This repository serves as a record of my academic journey in ENPM673 during the Spring of 2023. It includes my solutions and code submissions for all projects. Each project has its dedicated folder with accompanying documentation and resources.
The Perception course delves into Classic Computer Vision principles and fundamental deep learning techniques. The curriculum emphasizes enhancing autonomous systems like robots, self-driving cars, and smart cameras. Hands-on projects cover practical applications, such as lane detection and constructing 3D models from 2D images.

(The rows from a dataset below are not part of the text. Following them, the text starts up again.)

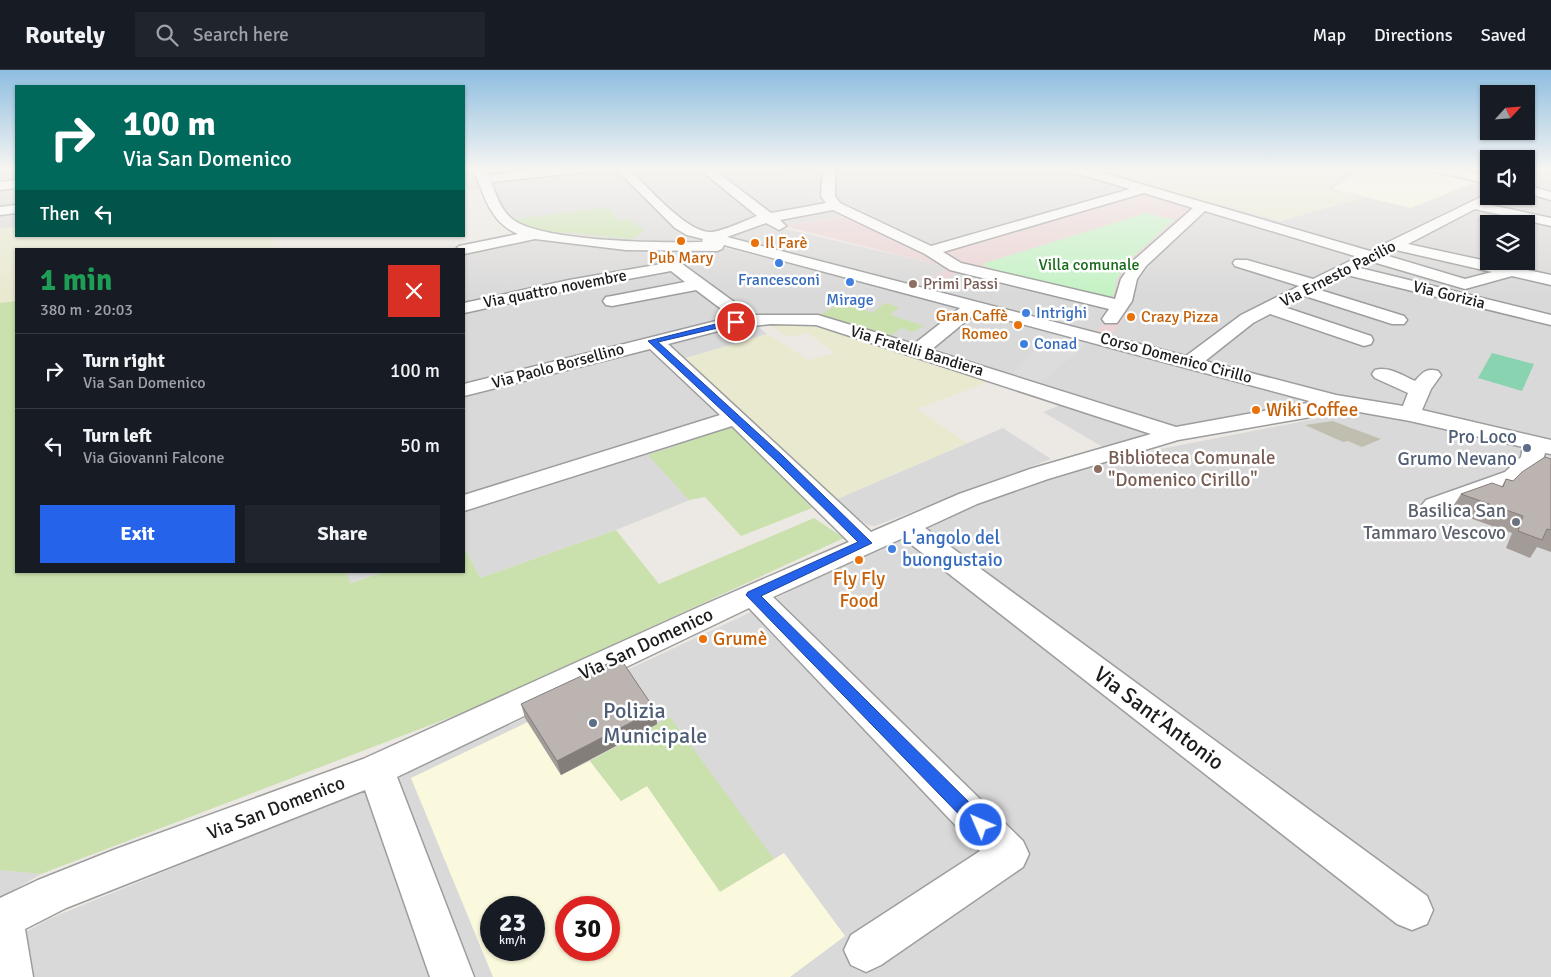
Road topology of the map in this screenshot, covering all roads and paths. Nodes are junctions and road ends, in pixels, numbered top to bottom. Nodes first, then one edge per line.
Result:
1 (496, 210) edge
2 (665, 210) edge
3 (759, 210) edge
4 (796, 210) edge
5 (852, 210) edge
6 (1070, 210) edge
7 (1198, 210) edge
8 (1218, 210) edge
9 (1462, 210) edge
10 (1501, 210) edge
11 (769, 218) junction
12 (1551, 222) edge
13 (781, 228) dead end
14 (535, 236) junction
15 (712, 237) junction
16 (1394, 245) junction
17 (744, 246) junction
18 (696, 247) junction
19 (651, 248) junction
20 (465, 249) edge
21 (930, 251) junction
22 (1374, 257) junction
23 (1241, 263) dead end
24 (675, 266) junction
25 (1346, 270) junction
26 (1512, 271) junction
27 (939, 279) junction
28 (1551, 280) edge
29 (699, 284) junction
30 (1311, 288) junction
31 (612, 301) dead end
32 (975, 305) junction
33 (1120, 306) junction
34 (465, 308) edge
35 (1271, 309) junction
36 (747, 320) junction
37 (1398, 320) dead end
38 (1551, 320) edge
39 (1099, 337) junction
40 (1364, 340) dead end
41 (652, 341) junction
42 (918, 350) junction
43 (1192, 362) junction
44 (1382, 374) dead end
45 (465, 390) edge
46 (1335, 401) junction
47 (1410, 414) junction
48 (735, 418) junction
49 (1175, 434) junction
50 (1543, 445) edge
51 (465, 504) edge
52 (1435, 504) dead end
53 (905, 526) junction
54 (866, 543) junction
55 (752, 595) junction
56 (378, 777) junction
57 (1412, 910) dead end
58 (1, 919) edge
59 (866, 950) dead end
60 (11, 977) edge
61 (452, 977) edge

1 - 14 street
2 - 15 street, Corso Domenico Cirillo
3 - 11 street
4 - 11 street
5 - 21 street
6 - 21 street
7 - 33 street
8 - 22 street
9 - 16 street, Via Ernesto Pacilio
10 - 12 street
11 - 13 street
11 - 15 street
14 - 19 street
14 - 20 street
15 - 17 street, Corso Domenico Cirillo
15 - 18 street
16 - 22 street, Via Ernesto Pacilio
16 - 26 street
17 - 18 street
17 - 27 street, Corso Domenico Cirillo
18 - 19 street
19 - 24 street
21 - 27 street
22 - 25 street, Via Ernesto Pacilio
22 - 26 street
23 - 30 street
24 - 29 street
24 - 34 street, Via quattro novembre
25 - 30 street, Via Ernesto Pacilio
25 - 38 street, Via Gorizia
26 - 28 street
27 - 32 street, Corso Domenico Cirillo
27 - 33 street
29 - 31 street
29 - 36 street
30 - 35 street, Via Ernesto Pacilio
30 - 37 street
32 - 39 street, Corso Domenico Cirillo
32 - 42 street
33 - 39 street
35 - 40 street
35 - 43 street, Via Ernesto Pacilio
36 - 41 street, Via Fratelli Bandiera
36 - 42 street, Via Fratelli Bandiera
39 - 43 street, Corso Domenico Cirillo
41 - 45 street, Via Paolo Borsellino
41 - 48 street
42 - 49 street, Via Fratelli Bandiera
43 - 46 street, Corso Domenico Cirillo
44 - 47 street
46 - 47 street, Corso Domenico Cirillo
46 - 49 street, Via San Domenico
47 - 50 street, Corso Domenico Cirillo
48 - 51 street
48 - 54 street
49 - 53 street, Via San Domenico
50 - 52 street
53 - 54 street, Via San Domenico
53 - 57 street, Via Sant'Antonio
54 - 55 street, Via San Domenico
55 - 56 street, Via San Domenico
55 - 59 street
56 - 58 street, Via San Domenico
56 - 61 street
58 - 60 street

The course aims to provide a comprehensive understanding of perception in autonomous systems, blending theoretical knowledge with practical skills.
-
Curve Fitting and Trend Analysis:
- Optimal trend line identification for a set of data points through curve fitting.
-
Image Feature Recognition:
- Recognition of key features in images, including corners, edges, and straight lines.
-
3D Object Estimation:
- Estimation of 3D information for objects based on their 2D images.
-
Object Motion Metrics:
- Calculation of motion metrics for objects, covering speed and direction using camera feeds.
-
Camera Pose Estimation:
- Conducting camera pose estimation for spatial understanding.
-
Basic Image-based Machine Learning:
- Application of fundamental machine learning techniques to image-related tasks.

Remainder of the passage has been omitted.